LESBIAN, GAY, BISEXUAL, transgender, and queer (LGBTQ) patients with cancer face specific barriers when seeking medical care, but pharmacists and other medical professionals can take specific steps to reduce care gaps, according to information presented in a session at the Hematology/Oncology Pharmacy Association 2020 Meeting in Tampa, Florida.

In a survey of more than 800 LGBTQ individuals, approximately 10% experienced refusal of medical services, refusal to recognize a partner and/or children in a medical environment, harsh or abusive language from medical professionals, or unwanted physical contact by a physician, according to presenter Calvin Daniels, PharmD, PhD, BCPPS, a clinical pharmacist at St. Jude Children’s Research Hospital.

Daniels said that many avoid medical environments as a result of such experiences, leading to missed diagnosis opportunities and worsening health outcomes. The first step you can take to help improve LGBTQ patients’ experiences, Daniels said, are to understand some key facts about the community and your patients individually.

First, when discussing health history with a patient, Daniels said that it is crucial to ask for their preferred name and pronouns. Medical professionals should advocate for their electronic health form to include this information, but even if the form does not, professionals should ask the patient and make note of their answer.

Next, based on their responses to screening questions, LGBTQ patients may need more specific tests based on higher health risks. For men who have sex with men, for example, Daniels said physicians may want to screen for HIV, syphilis, gonorrhea, and chlamydia. Similarly, those using injected drugs or off-market hormonal therapy should be screened for hepatitis C. Understanding the increased risks for some LGBTQ patients is vital in order to make decisions about testing, differential diagnoses, and treatments of some conditions.

In addition to understanding the medical risks faced by some LGBTQ patients, Daniels said, it is vital for medical professionals to understand that “coming out” is an evolving process that has benefits as well as risks. The ability to be open about their sexual or gender identity allows patients to bring their “whole selves” to appointments, Daniels said, which can improve outcomes. At the same time, however, risks for “out” patients include increased stress and fear, which can negatively affect health outcomes.

Daniels also pointed out that patients may discuss their identity with their physician or other medical professionals, but may share this information with few or no others. For that reason, it is vital for providers to be intentional and conscious about the surroundings in which conversations take place.

“Think of it along the same lines as [the Health Insurance Portability and Accountability Act],” Daniels said. “You would not want to discuss private information in the waiting room or where others could overhear.”

A key example of information to be cautious about vocalizing is the patient’s preferred name. Daniels urged attendees to ask for and use LGBTQ patients’ preferred names during appointments, but to be cautious about calling them by that name in the waiting room or other public settings.

It is especially important to be conscientious when dealing with LGBTQ pediatric patients, Daniels added. In addition to the same risks faced by LGBTQ adults, pediatric patients may face more mental health issues, bullying, and harassment. Daniels pointed out that up to 40% of homeless youth identify as LGBTQ.

It is vital to maintain the confidentiality of the patient when it comes to their LGBTQ identity, Daniels said, especially as it relates to parental disclosure. And even when parents do know about their child’s sexual or gender identity, it may be difficult for them to accept that reality. Daniels said clinicians should acknowledge the parents’ feelings but provide support and resources for the patient who has disclosed their identity.
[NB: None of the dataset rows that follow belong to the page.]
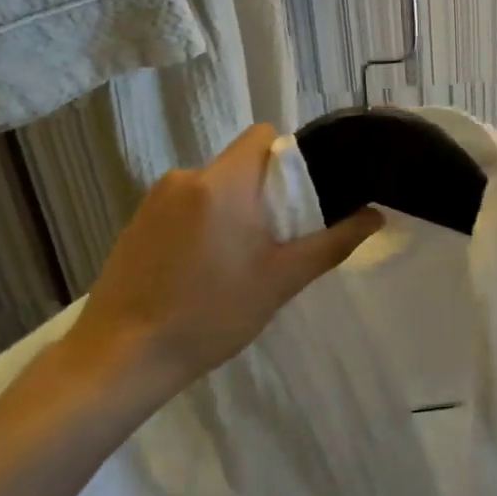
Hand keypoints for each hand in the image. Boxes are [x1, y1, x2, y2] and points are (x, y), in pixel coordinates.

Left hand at [62, 125, 380, 399]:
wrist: (121, 358)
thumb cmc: (210, 315)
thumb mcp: (281, 280)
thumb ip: (332, 243)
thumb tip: (375, 216)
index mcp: (222, 183)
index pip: (262, 137)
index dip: (288, 158)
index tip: (300, 199)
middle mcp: (185, 178)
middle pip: (239, 165)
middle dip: (262, 194)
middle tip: (275, 242)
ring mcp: (153, 201)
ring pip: (212, 189)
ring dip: (231, 211)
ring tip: (236, 263)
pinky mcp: (134, 225)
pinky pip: (184, 208)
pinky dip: (201, 226)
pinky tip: (199, 273)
Daniels also pointed out that gender-affirming care for transgender pediatric patients is endorsed by the American Academy of Pediatrics, the American Medical Association, and the American Psychiatric Association. Furthermore, he said, reparative or conversion therapies and delayed gender transitions can have serious negative consequences, including suicidal thoughts and self-harm.

In addition to improving the experiences for LGBTQ patients, Daniels said creating a more inclusive environment can be important for LGBTQ staff as well.

In a survey of LGBTQ clinicians, Daniels said that 33% of medical students planned to disclose their identity during the residency application process, but that 60% were concerned they would not be accepted because of their identity. Furthermore, in a survey of practicing LGBTQ physicians, 65% revealed that they had heard derogatory comments, 27% had witnessed discriminatory treatment of a colleague, and 15% had been harassed by a colleague.

Making a positive change for patients leads to positive changes for clinicians and other staff, Daniels said. Among the concluding recommendations he made were displaying rainbow flag stickers, lanyards, or pins; providing training to staff and workers on LGBTQ-affirming care; and, again, asking every patient their preferred name and pronouns. If you accidentally use an incorrect name or pronoun, Daniels said, apologize and continue.

“Just apologize, say you know what their name or pronouns are, and keep moving with patient care,” Daniels said. “That’s the most important thing.”


REFERENCE 

Daniels C. Cancer patients in the LGBTQ community. Presented at: Hematology/Oncology Pharmacists Association’s 16th Annual Conference; March 11-14, 2020; Tampa, FL.